__What to work on__:
Copy each entry below exactly.

__Supplied data__:
______________________________

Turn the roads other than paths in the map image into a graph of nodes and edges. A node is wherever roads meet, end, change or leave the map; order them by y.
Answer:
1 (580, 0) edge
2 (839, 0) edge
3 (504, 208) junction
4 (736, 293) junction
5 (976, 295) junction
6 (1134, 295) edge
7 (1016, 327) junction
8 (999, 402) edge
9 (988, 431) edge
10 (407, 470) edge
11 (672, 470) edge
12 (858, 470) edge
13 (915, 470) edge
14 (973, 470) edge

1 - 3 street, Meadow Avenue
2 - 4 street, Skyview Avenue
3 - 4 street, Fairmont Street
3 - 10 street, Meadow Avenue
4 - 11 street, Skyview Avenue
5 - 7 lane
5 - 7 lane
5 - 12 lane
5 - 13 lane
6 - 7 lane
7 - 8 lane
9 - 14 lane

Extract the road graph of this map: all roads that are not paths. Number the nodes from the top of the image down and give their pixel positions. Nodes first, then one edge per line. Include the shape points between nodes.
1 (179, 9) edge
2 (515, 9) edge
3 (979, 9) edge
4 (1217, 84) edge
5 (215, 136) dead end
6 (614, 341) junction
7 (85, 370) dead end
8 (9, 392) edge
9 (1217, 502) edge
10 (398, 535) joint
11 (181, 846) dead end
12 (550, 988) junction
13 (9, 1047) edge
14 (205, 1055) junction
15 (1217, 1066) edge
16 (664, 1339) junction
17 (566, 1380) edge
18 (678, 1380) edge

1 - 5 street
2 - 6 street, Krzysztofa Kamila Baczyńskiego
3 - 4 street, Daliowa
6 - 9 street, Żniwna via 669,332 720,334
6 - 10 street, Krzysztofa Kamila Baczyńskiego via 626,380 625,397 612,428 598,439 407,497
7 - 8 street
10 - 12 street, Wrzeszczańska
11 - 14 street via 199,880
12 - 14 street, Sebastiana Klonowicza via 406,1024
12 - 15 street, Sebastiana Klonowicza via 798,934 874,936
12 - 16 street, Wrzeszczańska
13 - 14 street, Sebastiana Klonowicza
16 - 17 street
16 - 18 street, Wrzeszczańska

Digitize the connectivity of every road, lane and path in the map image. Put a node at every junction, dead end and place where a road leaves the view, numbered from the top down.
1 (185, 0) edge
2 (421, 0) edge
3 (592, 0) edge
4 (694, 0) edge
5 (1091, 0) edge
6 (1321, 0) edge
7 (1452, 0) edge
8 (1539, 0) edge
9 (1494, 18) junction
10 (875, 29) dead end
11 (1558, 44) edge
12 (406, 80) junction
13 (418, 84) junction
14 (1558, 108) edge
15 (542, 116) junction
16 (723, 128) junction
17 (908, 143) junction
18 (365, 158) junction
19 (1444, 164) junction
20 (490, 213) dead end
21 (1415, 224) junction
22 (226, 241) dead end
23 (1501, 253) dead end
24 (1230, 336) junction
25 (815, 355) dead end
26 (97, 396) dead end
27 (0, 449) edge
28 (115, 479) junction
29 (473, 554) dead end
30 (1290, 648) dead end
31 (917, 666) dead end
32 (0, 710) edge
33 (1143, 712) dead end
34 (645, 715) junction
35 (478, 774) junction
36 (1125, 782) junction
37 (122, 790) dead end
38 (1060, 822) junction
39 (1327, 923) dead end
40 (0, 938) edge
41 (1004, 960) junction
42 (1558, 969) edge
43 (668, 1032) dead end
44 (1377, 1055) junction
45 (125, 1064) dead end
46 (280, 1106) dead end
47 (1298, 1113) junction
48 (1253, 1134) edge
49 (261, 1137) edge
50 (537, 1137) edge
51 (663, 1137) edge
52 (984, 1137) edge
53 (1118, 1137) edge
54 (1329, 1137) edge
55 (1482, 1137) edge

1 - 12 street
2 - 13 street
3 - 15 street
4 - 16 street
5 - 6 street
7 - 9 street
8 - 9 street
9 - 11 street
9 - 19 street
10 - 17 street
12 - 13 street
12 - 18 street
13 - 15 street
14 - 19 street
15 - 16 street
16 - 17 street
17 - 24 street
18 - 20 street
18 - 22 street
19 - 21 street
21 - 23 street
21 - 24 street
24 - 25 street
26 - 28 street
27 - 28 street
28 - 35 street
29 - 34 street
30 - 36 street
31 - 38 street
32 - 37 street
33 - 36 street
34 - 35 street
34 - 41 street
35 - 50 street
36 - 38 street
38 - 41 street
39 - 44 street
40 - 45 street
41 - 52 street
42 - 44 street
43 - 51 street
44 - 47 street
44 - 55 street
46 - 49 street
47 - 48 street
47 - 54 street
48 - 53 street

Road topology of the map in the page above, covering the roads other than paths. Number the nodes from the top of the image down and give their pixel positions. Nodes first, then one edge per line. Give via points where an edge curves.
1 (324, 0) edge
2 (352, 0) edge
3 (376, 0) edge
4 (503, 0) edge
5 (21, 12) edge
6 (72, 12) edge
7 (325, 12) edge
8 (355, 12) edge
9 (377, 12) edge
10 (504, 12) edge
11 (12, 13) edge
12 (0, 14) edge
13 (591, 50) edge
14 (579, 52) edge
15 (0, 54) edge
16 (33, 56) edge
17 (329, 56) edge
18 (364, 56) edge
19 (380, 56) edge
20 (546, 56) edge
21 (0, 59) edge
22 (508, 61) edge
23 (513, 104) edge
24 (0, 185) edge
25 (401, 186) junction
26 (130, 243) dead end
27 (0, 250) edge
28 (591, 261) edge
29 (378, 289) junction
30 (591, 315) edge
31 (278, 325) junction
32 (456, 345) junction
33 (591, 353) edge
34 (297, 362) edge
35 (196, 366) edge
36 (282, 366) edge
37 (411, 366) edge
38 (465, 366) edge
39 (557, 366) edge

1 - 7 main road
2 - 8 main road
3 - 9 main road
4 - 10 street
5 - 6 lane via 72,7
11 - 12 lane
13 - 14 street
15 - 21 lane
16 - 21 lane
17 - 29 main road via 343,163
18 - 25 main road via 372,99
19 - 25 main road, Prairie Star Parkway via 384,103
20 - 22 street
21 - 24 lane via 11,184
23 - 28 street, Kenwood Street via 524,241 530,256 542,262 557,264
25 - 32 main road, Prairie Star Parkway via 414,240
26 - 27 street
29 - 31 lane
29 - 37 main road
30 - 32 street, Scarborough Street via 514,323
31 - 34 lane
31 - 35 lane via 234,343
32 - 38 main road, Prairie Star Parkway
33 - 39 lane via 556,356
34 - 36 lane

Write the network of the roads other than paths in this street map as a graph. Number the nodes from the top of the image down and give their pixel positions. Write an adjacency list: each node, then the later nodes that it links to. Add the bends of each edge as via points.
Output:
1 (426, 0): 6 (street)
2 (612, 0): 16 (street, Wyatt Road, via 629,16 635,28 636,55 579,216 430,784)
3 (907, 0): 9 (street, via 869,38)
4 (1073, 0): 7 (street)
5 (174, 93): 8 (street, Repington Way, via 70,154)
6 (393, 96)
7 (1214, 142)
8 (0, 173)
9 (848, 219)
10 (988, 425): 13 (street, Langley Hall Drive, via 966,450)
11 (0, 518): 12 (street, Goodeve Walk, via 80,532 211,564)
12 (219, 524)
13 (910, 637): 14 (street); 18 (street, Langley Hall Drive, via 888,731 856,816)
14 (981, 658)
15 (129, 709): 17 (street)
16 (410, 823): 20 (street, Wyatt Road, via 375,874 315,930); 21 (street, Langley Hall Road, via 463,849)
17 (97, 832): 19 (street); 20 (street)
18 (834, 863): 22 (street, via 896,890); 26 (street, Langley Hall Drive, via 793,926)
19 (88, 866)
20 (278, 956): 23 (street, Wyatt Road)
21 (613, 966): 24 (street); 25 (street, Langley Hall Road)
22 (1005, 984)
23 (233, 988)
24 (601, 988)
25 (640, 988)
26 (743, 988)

______________________________

__Task solution__:
Turn the roads other than paths in the map image into a graph of nodes and edges. A node is wherever roads meet, end, change or leave the map; order them by y.
Answer:
1 (580, 0) edge
2 (839, 0) edge
3 (504, 208) junction
4 (736, 293) junction
5 (976, 295) junction
6 (1134, 295) edge
7 (1016, 327) junction
8 (999, 402) edge
9 (988, 431) edge
10 (407, 470) edge
11 (672, 470) edge
12 (858, 470) edge
13 (915, 470) edge
14 (973, 470) edge

1 - 3 street, Meadow Avenue
2 - 4 street, Skyview Avenue
3 - 4 street, Fairmont Street
3 - 10 street, Meadow Avenue
4 - 11 street, Skyview Avenue
5 - 7 lane
5 - 7 lane
5 - 12 lane
5 - 13 lane
6 - 7 lane
7 - 8 lane
9 - 14 lane

Extract the road graph of this map: all roads that are not paths. Number the nodes from the top of the image down and give their pixel positions. Nodes first, then one edge per line. Include the shape points between nodes.
1 (179, 9) edge
2 (515, 9) edge
3 (979, 9) edge
4 (1217, 84) edge
5 (215, 136) dead end
6 (614, 341) junction
7 (85, 370) dead end
8 (9, 392) edge
9 (1217, 502) edge
10 (398, 535) joint
11 (181, 846) dead end
12 (550, 988) junction
13 (9, 1047) edge
14 (205, 1055) junction
15 (1217, 1066) edge
16 (664, 1339) junction
17 (566, 1380) edge
18 (678, 1380) edge

1 - 5 street
2 - 6 street, Krzysztofa Kamila Baczyńskiego
3 - 4 street, Daliowa
6 - 9 street, Żniwna via 669,332 720,334
6 - 10 street, Krzysztofa Kamila Baczyńskiego via 626,380 625,397 612,428 598,439 407,497
7 - 8 street
10 - 12 street, Wrzeszczańska
11 - 14 street via 199,880
12 - 14 street, Sebastiana Klonowicza via 406,1024
12 - 15 street, Sebastiana Klonowicza via 798,934 874,936
12 - 16 street, Wrzeszczańska
13 - 14 street, Sebastiana Klonowicza
16 - 17 street
16 - 18 street, Wrzeszczańska

Digitize the connectivity of every road, lane and path in the map image. Put a node at every junction, dead end and place where a road leaves the view, numbered from the top down.
1 (185, 0) edge
2 (421, 0) edge
3 (592, 0) edge
4 (694, 0) edge
5 (1091, 0) edge
6 (1321, 0) edge
7 (1452, 0) edge
8 (1539, 0) edge
9 (1494, 18) junction
10 (875, 29) dead end
11 (1558, 44) edge
12 (406, 80) junction
13 (418, 84) junction
14 (1558, 108) edge
15 (542, 116) junction
16 (723, 128) junction
17 (908, 143) junction
18 (365, 158) junction
19 (1444, 164) junction
20 (490, 213) dead end
21 (1415, 224) junction
22 (226, 241) dead end
23 (1501, 253) dead end
24 (1230, 336) junction
25 (815, 355) dead end
26 (97, 396) dead end
27 (0, 449) edge
28 (115, 479) junction
29 (473, 554) dead end
30 (1290, 648) dead end
31 (917, 666) dead end
32 (0, 710) edge
33 (1143, 712) dead end
34 (645, 715) junction
35 (478, 774) junction
36 (1125, 782) junction
37 (122, 790) dead end
38 (1060, 822) junction
39 (1327, 923) dead end
40 (0, 938) edge
41 (1004, 960) junction
42 (1558, 969) edge
43 (668, 1032) dead end
44 (1377, 1055) junction
45 (125, 1064) dead end
46 (280, 1106) dead end
47 (1298, 1113) junction
48 (1253, 1134) edge
49 (261, 1137) edge
50 (537, 1137) edge
51 (663, 1137) edge
52 (984, 1137) edge
53 (1118, 1137) edge
54 (1329, 1137) edge
55 (1482, 1137) edge

1 - 12 street
2 - 13 street
3 - 15 street
4 - 16 street
5 - 6 street
7 - 9 street
8 - 9 street
9 - 11 street
9 - 19 street
10 - 17 street
12 - 13 street
12 - 18 street
13 - 15 street
14 - 19 street
15 - 16 street
16 - 17 street
17 - 24 street
18 - 20 street
18 - 22 street
19 - 21 street
21 - 23 street
21 - 24 street
24 - 25 street
26 - 28 street
27 - 28 street
28 - 35 street
29 - 34 street
30 - 36 street
31 - 38 street
32 - 37 street
33 - 36 street
34 - 35 street
34 - 41 street
35 - 50 street
36 - 38 street
38 - 41 street
39 - 44 street
40 - 45 street
41 - 52 street
42 - 44 street
43 - 51 street
44 - 47 street
44 - 55 street
46 - 49 street
47 - 48 street
47 - 54 street
48 - 53 street

Road topology of the map in the page above, covering the roads other than paths. Number the nodes from the top of the image down and give their pixel positions. Nodes first, then one edge per line. Give via points where an edge curves.
1 (324, 0) edge
2 (352, 0) edge
3 (376, 0) edge
4 (503, 0) edge
5 (21, 12) edge
6 (72, 12) edge
7 (325, 12) edge
8 (355, 12) edge
9 (377, 12) edge
10 (504, 12) edge
11 (12, 13) edge
12 (0, 14) edge
13 (591, 50) edge
14 (579, 52) edge
15 (0, 54) edge
16 (33, 56) edge
17 (329, 56) edge
18 (364, 56) edge
19 (380, 56) edge
20 (546, 56) edge
21 (0, 59) edge
22 (508, 61) edge
23 (513, 104) edge
24 (0, 185) edge
25 (401, 186) junction
26 (130, 243) dead end
27 (0, 250) edge
28 (591, 261) edge
29 (378, 289) junction
30 (591, 315) edge
31 (278, 325) junction
32 (456, 345) junction
33 (591, 353) edge
34 (297, 362) edge
35 (196, 366) edge
36 (282, 366) edge
37 (411, 366) edge
38 (465, 366) edge
39 (557, 366) edge

1 - 7 main road
2 - 8 main road
3 - 9 main road
4 - 10 street
5 - 6 lane via 72,7
11 - 12 lane
13 - 14 street
15 - 21 lane
16 - 21 lane
17 - 29 main road via 343,163
18 - 25 main road via 372,99
19 - 25 main road, Prairie Star Parkway via 384,103
20 - 22 street
21 - 24 lane via 11,184
23 - 28 street, Kenwood Street via 524,241 530,256 542,262 557,264
25 - 32 main road, Prairie Star Parkway via 414,240
26 - 27 street
29 - 31 lane
29 - 37 main road
30 - 32 street, Scarborough Street via 514,323
31 - 34 lane
31 - 35 lane via 234,343
32 - 38 main road, Prairie Star Parkway
33 - 39 lane via 556,356
34 - 36 lane

Write the network of the roads other than paths in this street map as a graph. Number the nodes from the top of the image down and give their pixel positions. Write an adjacency list: each node, then the later nodes that it links to. Add the bends of each edge as via points.
Output:
1 (426, 0): 6 (street)
2 (612, 0): 16 (street, Wyatt Road, via 629,16 635,28 636,55 579,216 430,784)
3 (907, 0): 9 (street, via 869,38)
4 (1073, 0): 7 (street)
5 (174, 93): 8 (street, Repington Way, via 70,154)
6 (393, 96)
7 (1214, 142)
8 (0, 173)
9 (848, 219)
10 (988, 425): 13 (street, Langley Hall Drive, via 966,450)
11 (0, 518): 12 (street, Goodeve Walk, via 80,532 211,564)
12 (219, 524)
13 (910, 637): 14 (street); 18 (street, Langley Hall Drive, via 888,731 856,816)
14 (981, 658)
15 (129, 709): 17 (street)
16 (410, 823): 20 (street, Wyatt Road, via 375,874 315,930); 21 (street, Langley Hall Road, via 463,849)
17 (97, 832): 19 (street); 20 (street)
18 (834, 863): 22 (street, via 896,890); 26 (street, Langley Hall Drive, via 793,926)
19 (88, 866)
20 (278, 956): 23 (street, Wyatt Road)
21 (613, 966): 24 (street); 25 (street, Langley Hall Road)
22 (1005, 984)
23 (233, 988)
24 (601, 988)
25 (640, 988)
26 (743, 988)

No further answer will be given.